-- SOURCE DATA follows --

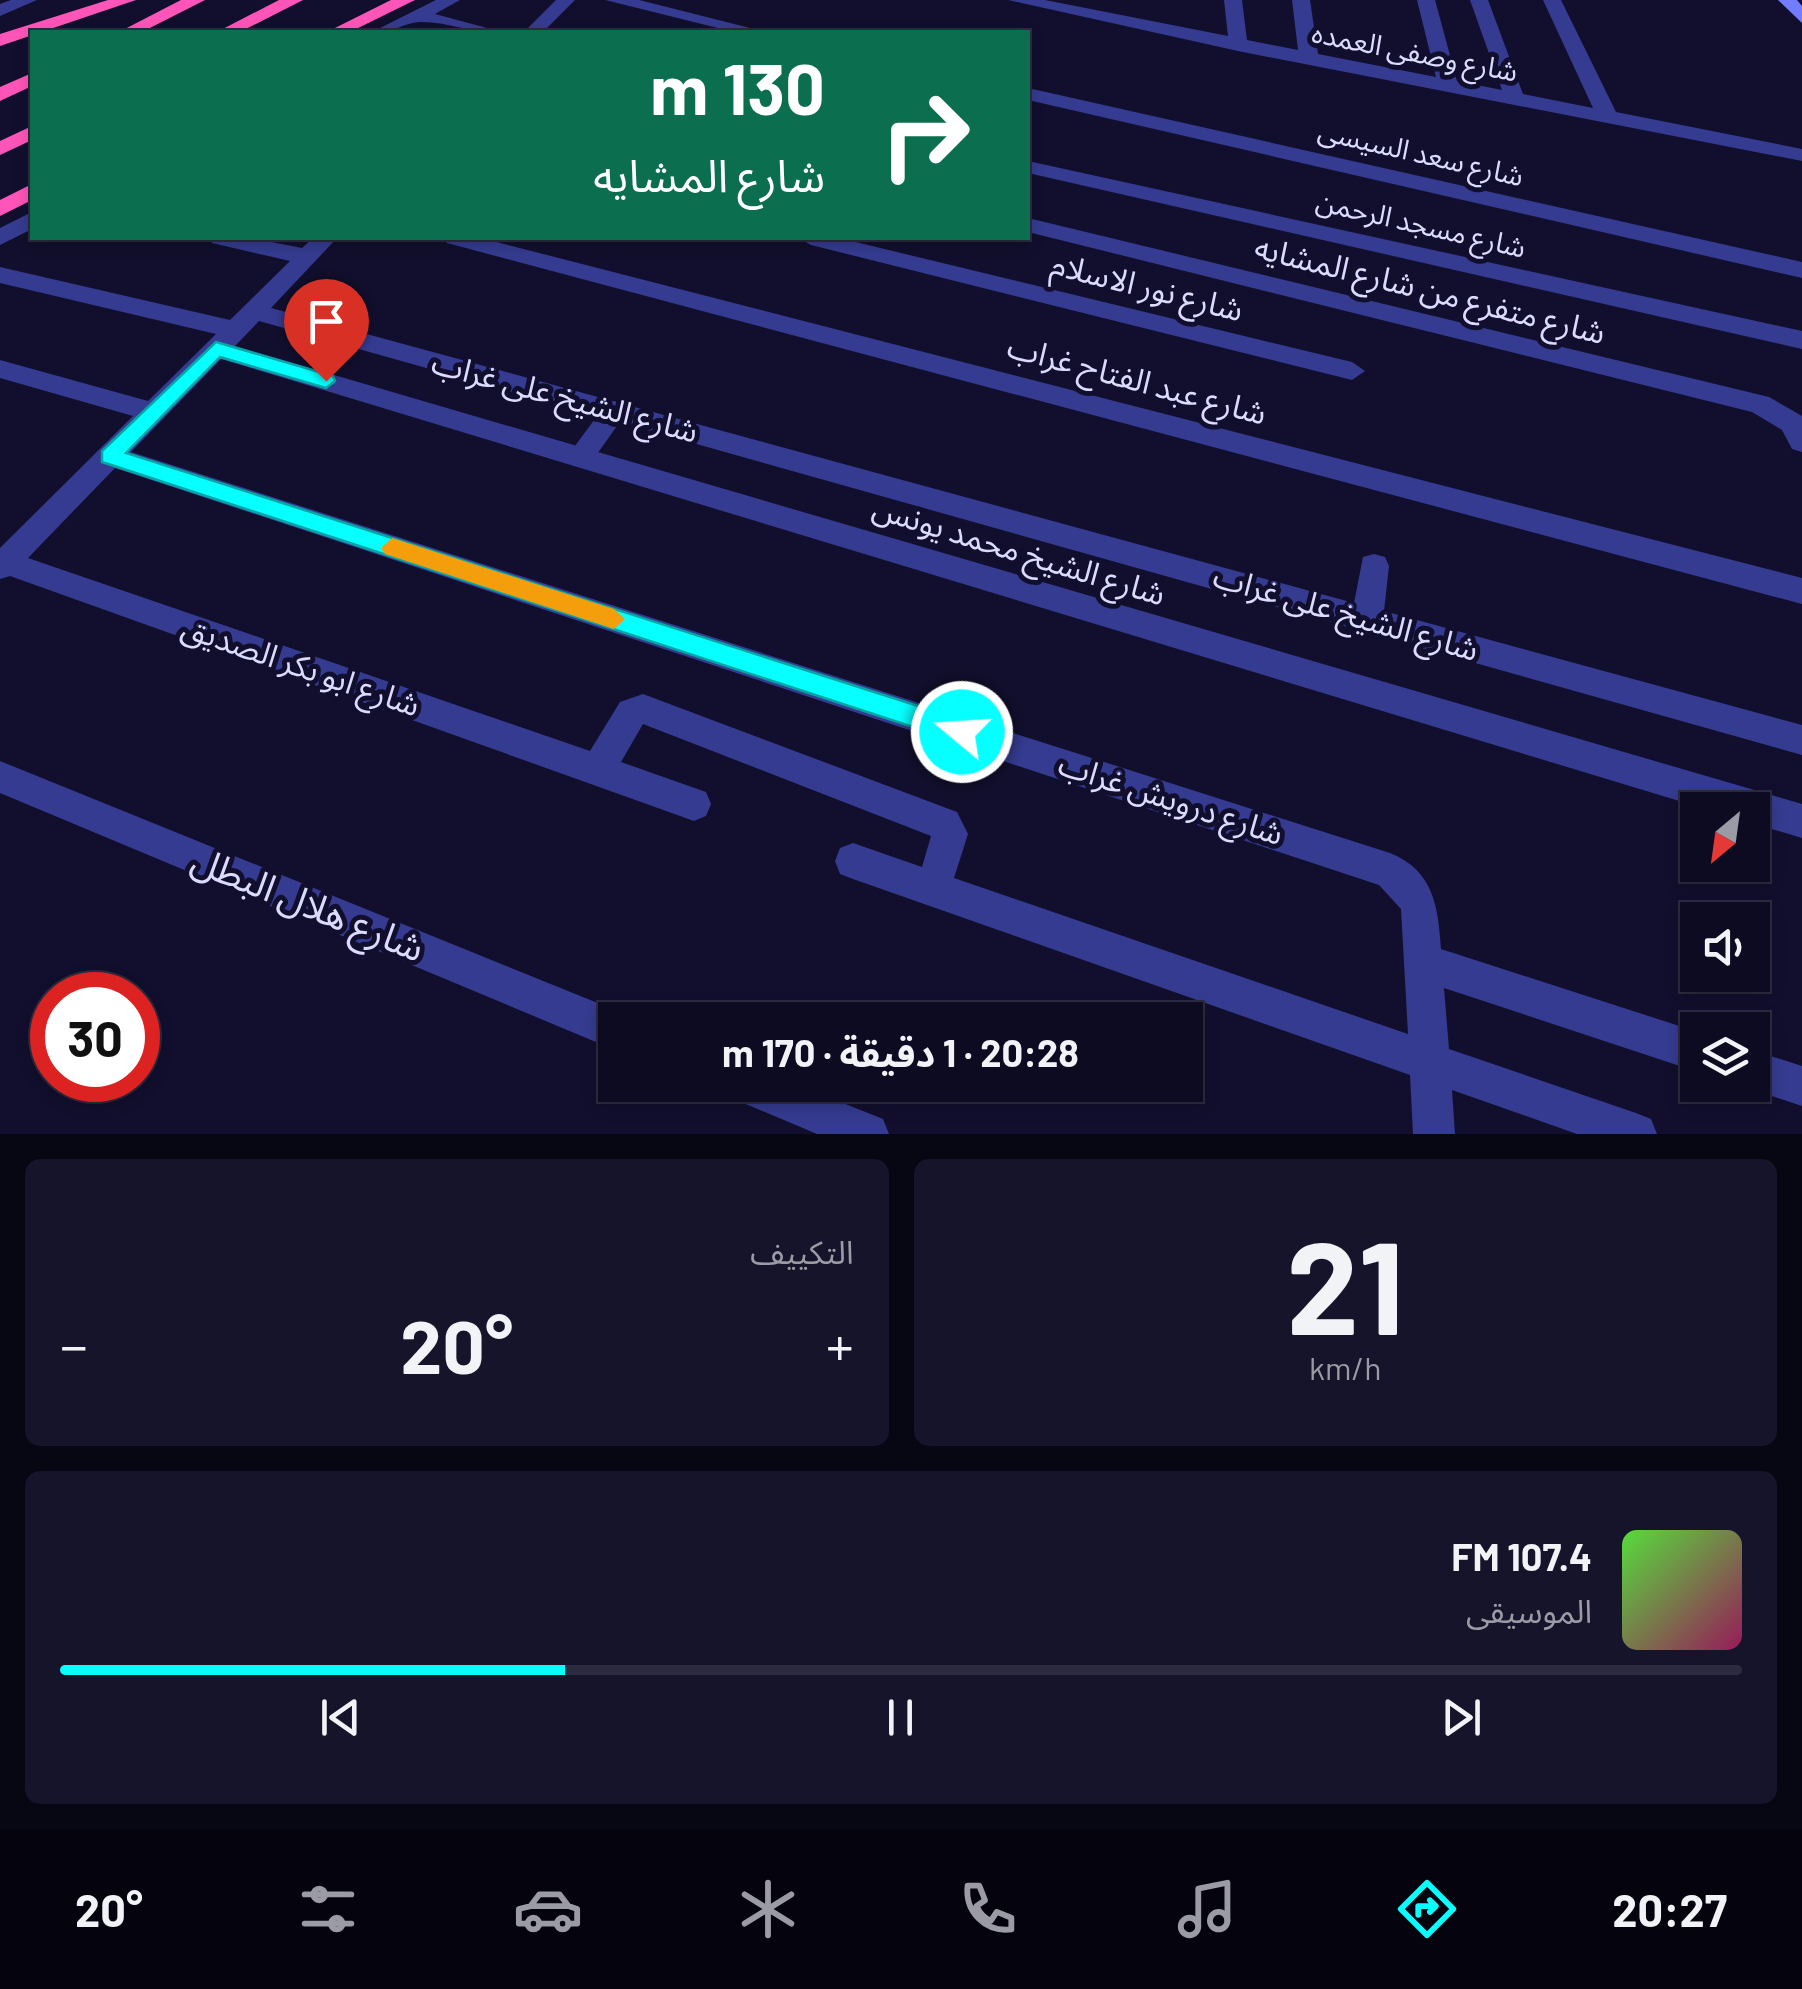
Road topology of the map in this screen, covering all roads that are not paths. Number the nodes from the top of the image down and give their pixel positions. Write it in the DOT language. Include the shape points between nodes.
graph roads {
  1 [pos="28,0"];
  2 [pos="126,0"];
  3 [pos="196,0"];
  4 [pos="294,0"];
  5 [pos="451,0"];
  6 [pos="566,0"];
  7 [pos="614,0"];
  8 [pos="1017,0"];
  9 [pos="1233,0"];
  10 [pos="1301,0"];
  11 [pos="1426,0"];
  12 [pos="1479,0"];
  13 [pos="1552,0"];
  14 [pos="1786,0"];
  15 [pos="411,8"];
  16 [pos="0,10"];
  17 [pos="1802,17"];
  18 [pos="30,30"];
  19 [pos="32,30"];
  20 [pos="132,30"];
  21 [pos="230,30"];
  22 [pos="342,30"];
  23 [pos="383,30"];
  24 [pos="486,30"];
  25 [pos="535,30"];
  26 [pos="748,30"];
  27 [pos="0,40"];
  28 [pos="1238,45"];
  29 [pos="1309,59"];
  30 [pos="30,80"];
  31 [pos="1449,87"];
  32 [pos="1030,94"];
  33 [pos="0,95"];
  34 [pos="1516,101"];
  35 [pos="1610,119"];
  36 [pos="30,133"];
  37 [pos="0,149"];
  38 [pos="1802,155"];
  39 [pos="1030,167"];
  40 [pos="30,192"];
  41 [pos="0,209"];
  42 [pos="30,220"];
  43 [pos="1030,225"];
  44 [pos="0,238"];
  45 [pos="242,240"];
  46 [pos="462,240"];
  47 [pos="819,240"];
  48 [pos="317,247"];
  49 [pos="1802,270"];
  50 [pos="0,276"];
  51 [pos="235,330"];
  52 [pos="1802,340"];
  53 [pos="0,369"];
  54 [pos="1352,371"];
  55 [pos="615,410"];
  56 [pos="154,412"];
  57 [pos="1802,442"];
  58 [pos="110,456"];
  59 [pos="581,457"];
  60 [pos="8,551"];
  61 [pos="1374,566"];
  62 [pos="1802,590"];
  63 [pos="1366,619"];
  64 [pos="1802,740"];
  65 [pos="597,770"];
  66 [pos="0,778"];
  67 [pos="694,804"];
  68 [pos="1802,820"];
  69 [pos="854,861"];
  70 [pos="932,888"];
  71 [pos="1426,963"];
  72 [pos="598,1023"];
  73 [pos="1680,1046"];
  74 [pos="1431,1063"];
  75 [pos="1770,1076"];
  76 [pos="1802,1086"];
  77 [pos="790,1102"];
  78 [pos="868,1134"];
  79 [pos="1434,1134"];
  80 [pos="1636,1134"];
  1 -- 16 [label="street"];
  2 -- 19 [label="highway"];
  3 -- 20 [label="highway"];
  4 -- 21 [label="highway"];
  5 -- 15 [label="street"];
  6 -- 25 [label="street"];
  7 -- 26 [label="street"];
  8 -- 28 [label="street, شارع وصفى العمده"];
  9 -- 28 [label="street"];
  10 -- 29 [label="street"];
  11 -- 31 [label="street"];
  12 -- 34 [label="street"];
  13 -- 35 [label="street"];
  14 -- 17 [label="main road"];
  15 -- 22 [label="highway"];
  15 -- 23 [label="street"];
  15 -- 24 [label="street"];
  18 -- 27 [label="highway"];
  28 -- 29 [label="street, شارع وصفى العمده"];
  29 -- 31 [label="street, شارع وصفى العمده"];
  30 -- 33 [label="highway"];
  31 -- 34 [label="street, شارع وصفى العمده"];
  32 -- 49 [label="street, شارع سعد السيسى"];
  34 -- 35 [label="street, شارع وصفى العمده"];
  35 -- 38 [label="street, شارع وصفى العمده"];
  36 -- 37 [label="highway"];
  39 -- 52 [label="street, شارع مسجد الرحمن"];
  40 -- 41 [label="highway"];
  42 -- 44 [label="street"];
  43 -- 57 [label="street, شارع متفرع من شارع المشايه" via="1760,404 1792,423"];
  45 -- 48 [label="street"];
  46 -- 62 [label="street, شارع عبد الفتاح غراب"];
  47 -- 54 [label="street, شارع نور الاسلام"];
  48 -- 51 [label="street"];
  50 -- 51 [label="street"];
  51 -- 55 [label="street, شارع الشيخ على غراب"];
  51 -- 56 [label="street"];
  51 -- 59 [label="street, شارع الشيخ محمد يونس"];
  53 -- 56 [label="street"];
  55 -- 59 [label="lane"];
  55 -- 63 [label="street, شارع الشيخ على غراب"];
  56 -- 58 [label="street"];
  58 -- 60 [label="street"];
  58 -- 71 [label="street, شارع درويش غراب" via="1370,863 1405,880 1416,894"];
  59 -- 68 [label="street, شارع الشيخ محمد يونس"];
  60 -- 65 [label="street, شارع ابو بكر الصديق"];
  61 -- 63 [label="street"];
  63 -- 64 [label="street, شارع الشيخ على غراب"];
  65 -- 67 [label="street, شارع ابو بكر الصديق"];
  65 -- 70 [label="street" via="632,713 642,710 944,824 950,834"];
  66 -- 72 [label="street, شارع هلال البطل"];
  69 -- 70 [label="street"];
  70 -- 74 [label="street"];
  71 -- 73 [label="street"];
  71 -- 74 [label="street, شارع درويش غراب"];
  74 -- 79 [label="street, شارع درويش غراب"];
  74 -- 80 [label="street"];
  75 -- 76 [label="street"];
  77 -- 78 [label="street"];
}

-- SOURCE DATA concluded --

## THE TASK:
The records above should be written out in full and unchanged, except that pictures are dropped.

## OUTPUT FOR THIS TASK:
Road topology of the map in this screen, covering all roads that are not paths. Number the nodes from the top of the image down and give their pixel positions. Write it in the DOT language. Include the shape points between nodes.
graph roads {
  1 [pos="28,0"];
  2 [pos="126,0"];
  3 [pos="196,0"];
  4 [pos="294,0"];
  5 [pos="451,0"];
  6 [pos="566,0"];
  7 [pos="614,0"];
  8 [pos="1017,0"];
  9 [pos="1233,0"];
  10 [pos="1301,0"];
  11 [pos="1426,0"];
  12 [pos="1479,0"];
  13 [pos="1552,0"];
  14 [pos="1786,0"];
  15 [pos="411,8"];
  16 [pos="0,10"];
  17 [pos="1802,17"];
  18 [pos="30,30"];
  19 [pos="32,30"];
  20 [pos="132,30"];
  21 [pos="230,30"];
  22 [pos="342,30"];
  23 [pos="383,30"];
  24 [pos="486,30"];
  25 [pos="535,30"];
  26 [pos="748,30"];
  27 [pos="0,40"];
  28 [pos="1238,45"];
  29 [pos="1309,59"];
  30 [pos="30,80"];
  31 [pos="1449,87"];
  32 [pos="1030,94"];
  33 [pos="0,95"];
  34 [pos="1516,101"];
  35 [pos="1610,119"];
  36 [pos="30,133"];
  37 [pos="0,149"];
  38 [pos="1802,155"];
  39 [pos="1030,167"];
  40 [pos="30,192"];
  41 [pos="0,209"];
  42 [pos="30,220"];
  43 [pos="1030,225"];
  44 [pos="0,238"];
  45 [pos="242,240"];
  46 [pos="462,240"];
  47 [pos="819,240"];
  48 [pos="317,247"];
  49 [pos="1802,270"];
  50 [pos="0,276"];
  51 [pos="235,330"];
  52 [pos="1802,340"];
  53 [pos="0,369"];
  54 [pos="1352,371"];
  55 [pos="615,410"];
  56 [pos="154,412"];
  57 [pos="1802,442"];
  58 [pos="110,456"];
  59 [pos="581,457"];
  60 [pos="8,551"];
  61 [pos="1374,566"];
  62 [pos="1802,590"];
  63 [pos="1366,619"];
  64 [pos="1802,740"];
  65 [pos="597,770"];
  66 [pos="0,778"];
  67 [pos="694,804"];
  68 [pos="1802,820"];
  69 [pos="854,861"];
  70 [pos="932,888"];
  71 [pos="1426,963"];
  72 [pos="598,1023"];
  73 [pos="1680,1046"];
  74 [pos="1431,1063"];
  75 [pos="1770,1076"];
  76 [pos="1802,1086"];
  77 [pos="790,1102"];
  78 [pos="868,1134"];
  79 [pos="1434,1134"];
  80 [pos="1636,1134"];
  1 -- 16 [label="street"];
  2 -- 19 [label="highway"];
  3 -- 20 [label="highway"];
  4 -- 21 [label="highway"];
  5 -- 15 [label="street"];
  6 -- 25 [label="street"];
  7 -- 26 [label="street"];
  8 -- 28 [label="street, شارع وصفى العمده"];
  9 -- 28 [label="street"];
  10 -- 29 [label="street"];
  11 -- 31 [label="street"];
  12 -- 34 [label="street"];
  13 -- 35 [label="street"];
  14 -- 17 [label="main road"];
  15 -- 22 [label="highway"];
  15 -- 23 [label="street"];
  15 -- 24 [label="street"];
  18 -- 27 [label="highway"];
  28 -- 29 [label="street, شارع وصفى العمده"];
  29 -- 31 [label="street, شارع وصفى العمده"];
  30 -- 33 [label="highway"];
  31 -- 34 [label="street, شارع وصفى العمده"];
  32 -- 49 [label="street, شارع سعد السيسى"];
  34 -- 35 [label="street, شارع وصفى العمده"];
  35 -- 38 [label="street, شارع وصفى العمده"];
  36 -- 37 [label="highway"];
  39 -- 52 [label="street, شارع مسجد الرحمن"];
  40 -- 41 [label="highway"];
  42 -- 44 [label="street"];
  43 -- 57 [label="street, شارع متفرع من شارع المشايه" via="1760,404 1792,423"];
  45 -- 48 [label="street"];
  46 -- 62 [label="street, شارع عبد الفتاح غراب"];
  47 -- 54 [label="street, شارع نور الاسلام"];
  48 -- 51 [label="street"];
  50 -- 51 [label="street"];
  51 -- 55 [label="street, شارع الشيخ على غراب"];
  51 -- 56 [label="street"];
  51 -- 59 [label="street, شارع الشيخ محمد يونس"];
  53 -- 56 [label="street"];
  55 -- 59 [label="lane"];
  55 -- 63 [label="street, شارع الشيخ على غراب"];
  56 -- 58 [label="street"];
  58 -- 60 [label="street"];
  58 -- 71 [label="street, شارع درويش غراب" via="1370,863 1405,880 1416,894"];
  59 -- 68 [label="street, شارع الشيخ محمد يونس"];
  60 -- 65 [label="street, شارع ابو بكر الصديق"];
  61 -- 63 [label="street"];
  63 -- 64 [label="street, شارع الشيخ على غراب"];
  65 -- 67 [label="street, شارع ابو بكر الصديق"];
  65 -- 70 [label="street" via="632,713 642,710 944,824 950,834"];
  66 -- 72 [label="street, شارع هلال البطل"];
  69 -- 70 [label="street"];
  70 -- 74 [label="street"];
  71 -- 73 [label="street"];
  71 -- 74 [label="street, شارع درويش غراب"];
  74 -- 79 [label="street, شارع درويش غراب"];
  74 -- 80 [label="street"];
  75 -- 76 [label="street"];
  77 -- 78 [label="street"];
}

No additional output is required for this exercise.